Les deux autres domaines seront : l’environnement urbain, One Health et coexistence, dédiés à la relation entre la santé humaine, l’environnement, les animaux et la biodiversité et, enfin, la communication publique, la confiance et la santé, qui approfondira les langues, les campagnes de prévention, la communication numérique, la lutte contre la désinformation et les outils utiles pour renforcer la relation de confiance entre les citoyens et les institutions. Le parcours se déroulera principalement à distance, entre octobre 2026 et janvier 2027. Les participants participeront à un premier moment dédié à Internet et aux principes de la santé urbaine, à des ateliers thématiques avec des experts et des administrateurs et à des activités de recherche appliquée. Chaque couple travaillera ensuite à la réalisation d’un cahier opérationnel à destination des Communes. Il ne s’agira pas d’un article académique, mais d’un document court, accessible et concret, conçu pour accompagner les administrateurs locaux dans les choix et politiques de santé urbaine. Les résultats seront présentés publiquement en février 2027, à l’occasion de la réunion nationale du Réseau italien des villes-santé – OMS.

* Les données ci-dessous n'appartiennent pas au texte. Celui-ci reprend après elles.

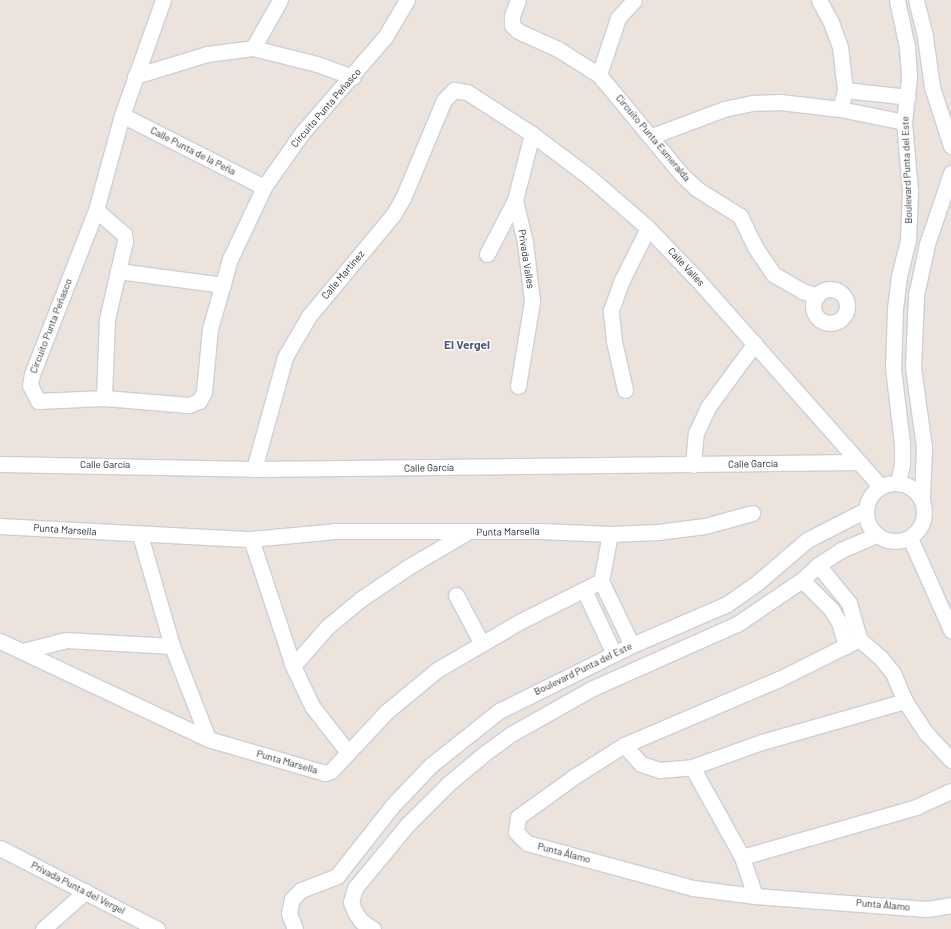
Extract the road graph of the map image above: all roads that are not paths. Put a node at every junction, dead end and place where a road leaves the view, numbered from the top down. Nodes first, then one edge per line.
1 (163, 0) edge
2 (280, 0) edge
3 (407, 0) edge
4 (518, 0) edge
5 (634, 0) edge
6 (819, 0) edge
7 (897, 0) edge
8 (916, 0) edge
9 (253, 48) junction
10 (599, 75) junction
11 (135, 76) junction
12 (353, 77) junction
13 (454, 90) joint
14 (845, 90) junction
15 (908, 96) junction
16 (840, 109) junction
17 (122, 115) junction
18 (904, 122) junction
19 (532, 134) junction
20 (652, 136) junction
21 (951, 146) edge
22 (951, 175) edge
23 (264, 187) junction
24 (514, 200) junction
25 (96, 210) junction
26 (648, 228) junction
27 (487, 254) dead end
28 (118, 271) junction
29 (223, 285) junction
30 (817, 296) dead end
31 (755, 343) junction
32 (518, 386) dead end
33 (625, 390) dead end
34 (104, 398) junction
35 (858, 462) junction
36 (0, 464) edge
37 (693, 465) junction
38 (254, 469) junction
39 (898, 483) junction
40 (881, 487) junction
41 (922, 500) junction
42 (866, 510) junction
43 (752, 513) dead end
44 (0, 526) edge
45 (466, 533) junction
46 (140, 534) junction
47 (610, 534) junction
48 (876, 535) junction
49 (910, 538) junction
50 (251, 539) junction
51 (818, 565) junction
52 (802, 580) junction
53 (601, 581) junction
54 (584, 590) junction
55 (456, 595) dead end
56 (951, 630) edge
57 (0, 641) edge
58 (853, 642) junction
59 (482, 644) junction
60 (632, 645) junction
61 (172, 646) junction
62 (23, 651) junction
63 (614, 654) junction
64 (293, 666) junction
65 (905, 701) junction
66 (499, 712) junction
67 (513, 733) junction
68 (208, 739) junction
69 (624, 745) junction
70 (347, 751) junction
71 (951, 760) edge
72 (692, 767) junction
73 (951, 791) edge
74 (0, 848) edge
75 (742, 857) junction
76 (86, 891) junction
77 (755, 896) junction
78 (951, 906) edge
79 (292, 928) edge
80 (43, 929) edge
81 (156, 929) edge
82 (373, 929) edge

1 - 11 street, Circuito Punta Peñasco
2 - 9 street
3 - 12 street, Circuito Punta Peñasco
4 - 10 street, Circuito Punta Esmeralda
5 - 10 street
6 - 14 street
7 - 15 street, Boulevard Punta del Este
8 - 21 street
9 - 11 street
9 - 12 street
10 - 20 street, Circuito Punta Esmeralda
11 - 17 street, Circuito Punta Peñasco
12 - 23 street, Circuito Punta Peñasco
13 - 19 street, Calle Valles
13 - 38 street, Calle Martínez
14 - 15 street
14 - 16 street
15 - 18 street, Boulevard Punta del Este
16 - 18 street
16 - 20 street
17 - 23 street, Calle Punta de la Peña
17 - 25 street, Circuito Punta Peñasco
18 - 39 street, Boulevard Punta del Este
19 - 24 street, Privada Valles
19 - 26 street, Calle Valles
20 - 30 street, Circuito Punta Esmeralda
22 - 41 street
23 - 29 street, Circuito Punta Peñasco
24 - 27 street
24 - 32 street, Privada Valles
25 - 28 street
25 - 34 street, Circuito Punta Peñasco
26 - 31 street, Calle Valles
26 - 33 street
28 - 29 street
28 - 34 street
29 - 34 street, Circuito Punta Peñasco
31 - 35 street, Calle Valles
31 - 37 street
35 - 37 street, Calle García
35 - 40 street, Calle Valles
36 - 38 street, Calle García
37 - 38 street, Calle García
39 - 40 street
39 - 41 street
40 - 42 street
41 - 49 street
42 - 48 street
42 - 60 street, Boulevard Punta del Este
43 - 47 street, Punta Marsella
44 - 46 street, Punta Marsella
45 - 47 street, Punta Marsella
45 - 50 street, Punta Marsella
45 - 64 street
46 - 50 street, Punta Marsella
46 - 61 street
47 - 53 street
48 - 49 street
48 - 51 street
49 - 56 street
50 - 64 street
51 - 52 street
51 - 58 street
52 - 58 street
52 - 67 street
53 - 54 street, Punta Marsella
53 - 60 street
54 - 59 street, Punta Marsella
54 - 63 street
55 - 59 street
57 - 62 street, Punta Marsella
58 - 65 street
58 - 69 street, Punta Álamo
59 - 70 street, Punta Marsella
60 - 63 street, Boulevard Punta del Este
61 - 62 street
61 - 68 street
62 - 68 street, Punta Marsella
63 - 66 street, Boulevard Punta del Este
64 - 70 street
65 - 71 street
65 - 72 street
66 - 67 street
66 - 79 street, Boulevard Punta del Este
67 - 82 street
68 - 70 street, Punta Marsella
69 - 72 street
69 - 77 street, Punta Álamo
72 - 75 street
73 - 75 street
74 - 76 street, Privada Punta del Vergel
75 - 77 street
76 - 80 street
76 - 81 street, Privada Punta del Vergel
77 - 78 street, Punta Álamo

Le projet – précisent les organisateurs – est ouvert aux étudiants universitaires, aux étudiants de premier cycle, aux jeunes diplômés et aux jeunes de différents horizons : de l’urbanisme à l’architecture, des sciences sociales aux politiques publiques, de l’économie aux statistiques et à la science des données, de la communication à la santé publique, jusqu’à la médecine, les professions de santé, l’éducation physique, la psychologie, les sciences de l’environnement, le bien-être et l’innovation sociale. Une spécialisation déjà complétée n’est pas requise : la motivation, la curiosité, les capacités rédactionnelles et l’intérêt pour le rôle des communes dans la promotion de la santé seront avant tout évalués. Pour chaque jeune sélectionné, une récompense financière de 500 euros est attribuée. A la fin du cours, le couple ayant réalisé le travail jugé le plus significatif se verra attribuer un prix supplémentaire de 500 euros pour chaque membre. Les candidatures doivent être envoyées avant le 15 septembre 2026 à segreteria@retecittasane.it, avec pour objet « Candidature pour la génération de villes saines ». Ils doivent contenir le nom et le prénom, la ville et le territoire d’origine, le cursus d’études, le domaine thématique choisi, une brève motivation, les éventuelles expériences cohérentes avec le projet, la disponibilité pour participer aux activités d’octobre 2026 à janvier 2027 et un curriculum vitae.